Türkiye'de küflenmeye yüz tutmuş neye yeniden nefes veren Yansımalar, artık sadece bir grup ismi değil. Köklü bir mirasa kendi rengini katan özgün bir müzik türü de.
Üstelik beslendikleri "miras"ı unutturmamak için adeta arkeolog gibi çalışıp arşiv tutuyorlar.
Enstrümantal müzik yaparak çeyrek asırdır bir arada durmayı başaran ikili son albümü Mektup'la altıncı kez dinleyiciler karşısında.
Bestekar aynı zamanda gitar ve tambur çalan Birol Yayla ve neyzen Şenol Filiz'le konser öncesinde buluştuk.
Türk-Batı müziğinin çekişmesinden buz pistindeki semazen gösterilerine kadar her telden çaldık.
Buyrun, söz onlarda.
Nasıl tanıştınız?
Ş.F: Aynı sınıftaydık. Küçük bir okuldu o zaman, şimdiki İTÜ Türk Müziği Devlet Konservatuarı. Çok şanslı bir dönem olmuştu. Erkan Oğur, İsmail Hakkı Demircioğlu, Salih Bilgin gibi çok iyi müzisyenlerle sınıf arkadaşıydık.
Hocalarımız da Kani Karaca, Bekir Sıtkı Sezgin, Münir Nurettin Selçuk (bizim girdiğimiz yıl vefat etti) gibi isimlerdi. Sadece müzisyenlikleriyle değil, bugün çok özlediğimiz başka bir iklime ait insanlardı.
Müzik arkadaşlığı ne zaman başladı?
B.Y: Bir gün Şenol, "yaptığın müzikleri çalacağımız bir konser ayarlasak" dedi. Yıl 1990. Konserin bir bölümünde geleneksel saz eserleri çaldık, ikinci bölümde de benim o güne kadar yazdığım müziklerden, Yansımaları yaratacak bir bölüm sunduk.
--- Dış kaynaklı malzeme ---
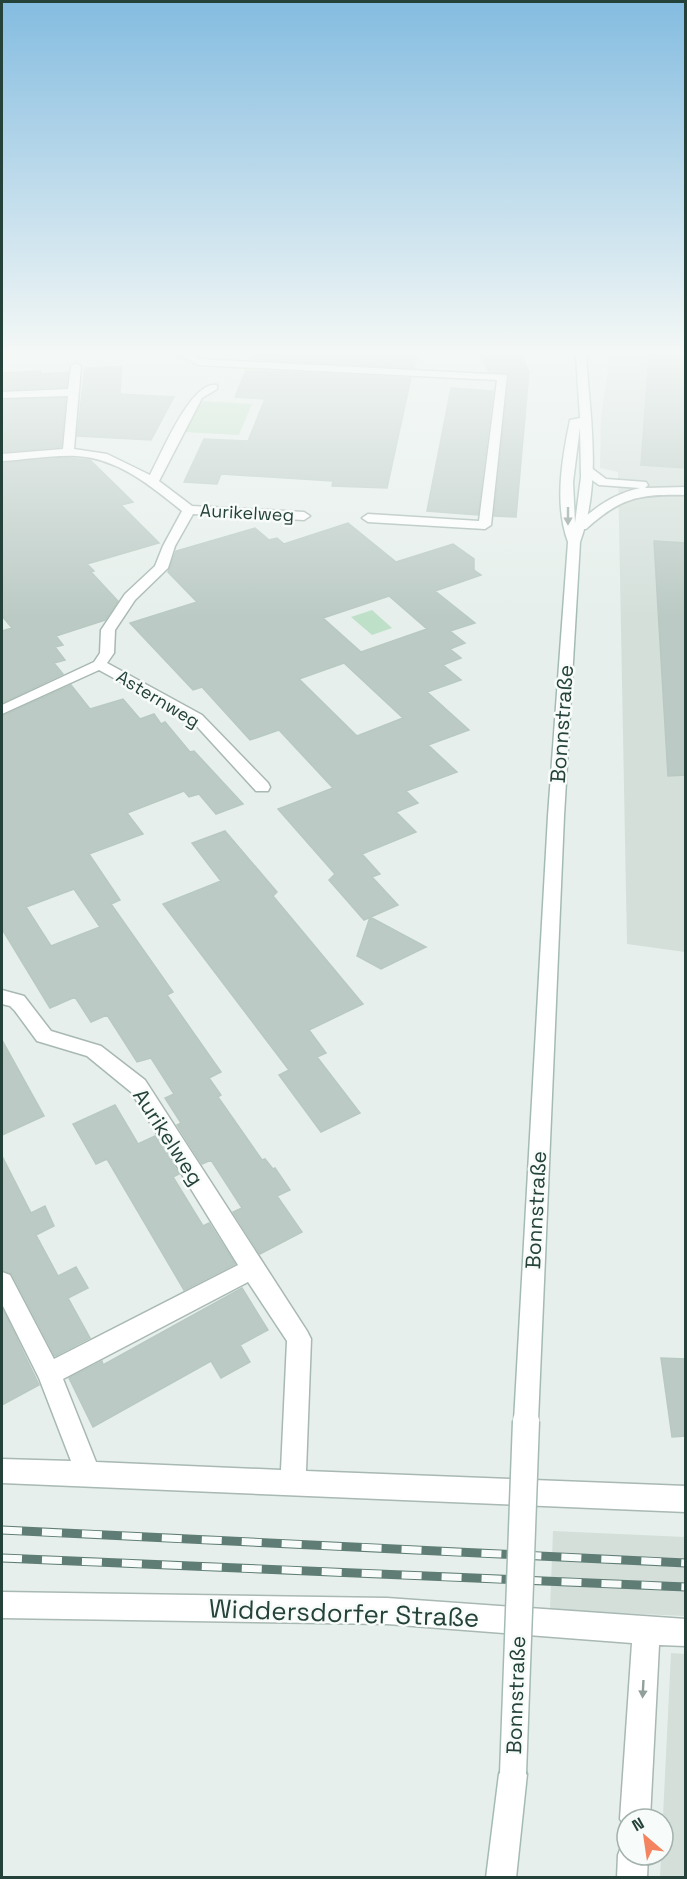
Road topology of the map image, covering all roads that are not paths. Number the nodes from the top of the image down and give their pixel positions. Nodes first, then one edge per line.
1 (69, 443) edge
2 (173, 443) edge
3 (495, 443) edge
4 (572, 443) edge
5 (585, 443) edge
6 (68, 453) junction
7 (2, 458) edge
8 (586, 470) junction
9 (152, 483) junction
10 (686, 490) edge
11 (189, 510) junction
12 (304, 516) dead end
13 (368, 518) dead end
14 (578, 534) junction
15 (99, 665) junction
16 (2, 710) edge
17 (262, 787) dead end
18 (2, 996) edge
19 (252, 1269) junction
20 (2, 1282) edge
21 (49, 1374) junction
22 (2, 1471) edge
23 (89, 1476) junction
24 (293, 1484) junction
25 (686, 1499) edge
26 (2, 1605) edge
27 (646, 1631) junction
28 (686, 1633) edge
29 (636, 1807) edge
30 (501, 1878) edge

1 - 6 street
2 - 9 street
3 - 13 street
4 -> 14 street, Bonnstraße
5 - 8 street, Bonnstraße
6 - 7 street
6 - 9 street
8 - 10 street
8 - 14 street, Bonnstraße
9 - 11 street
10 - 14 street
11 - 12 street, Aurikelweg
11 - 15 street, Asternweg
14 - 30 street, Bonnstraße, bridge
15 - 16 street
15 - 17 street, Asternweg
18 - 19 street, Aurikelweg
19 - 21 street
19 - 24 street, Aurikelweg
20 - 21 street
21 - 23 street
22 - 23 street
23 - 24 street
24 - 25 street
26 - 27 street, Widdersdorfer Straße
27 - 28 street, Widdersdorfer Straße
27 -> 29 street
Biraz tedirgindik. Nasıl tepki alacağımızı bilmiyorduk. O gün için çok yeni, çok farklı hatta bizim gittiğimiz yola belki biraz ters gelebilecek bir şeydi. Çünkü son sınıftan itibaren Devlet Klasik Türk Müziği Korosu’nda sazende olmuştuk. Klasik Türk Müziğinin içindeyiz artık bir kimliğimiz oluşmaya başlamıştı. Güzel tepkilerina ardından o kadar yoğun ve verimli çalışma dönemi geçirdik ki; aslında bizim ikinci tanışmamız oldu. Hemhal olduk diyelim.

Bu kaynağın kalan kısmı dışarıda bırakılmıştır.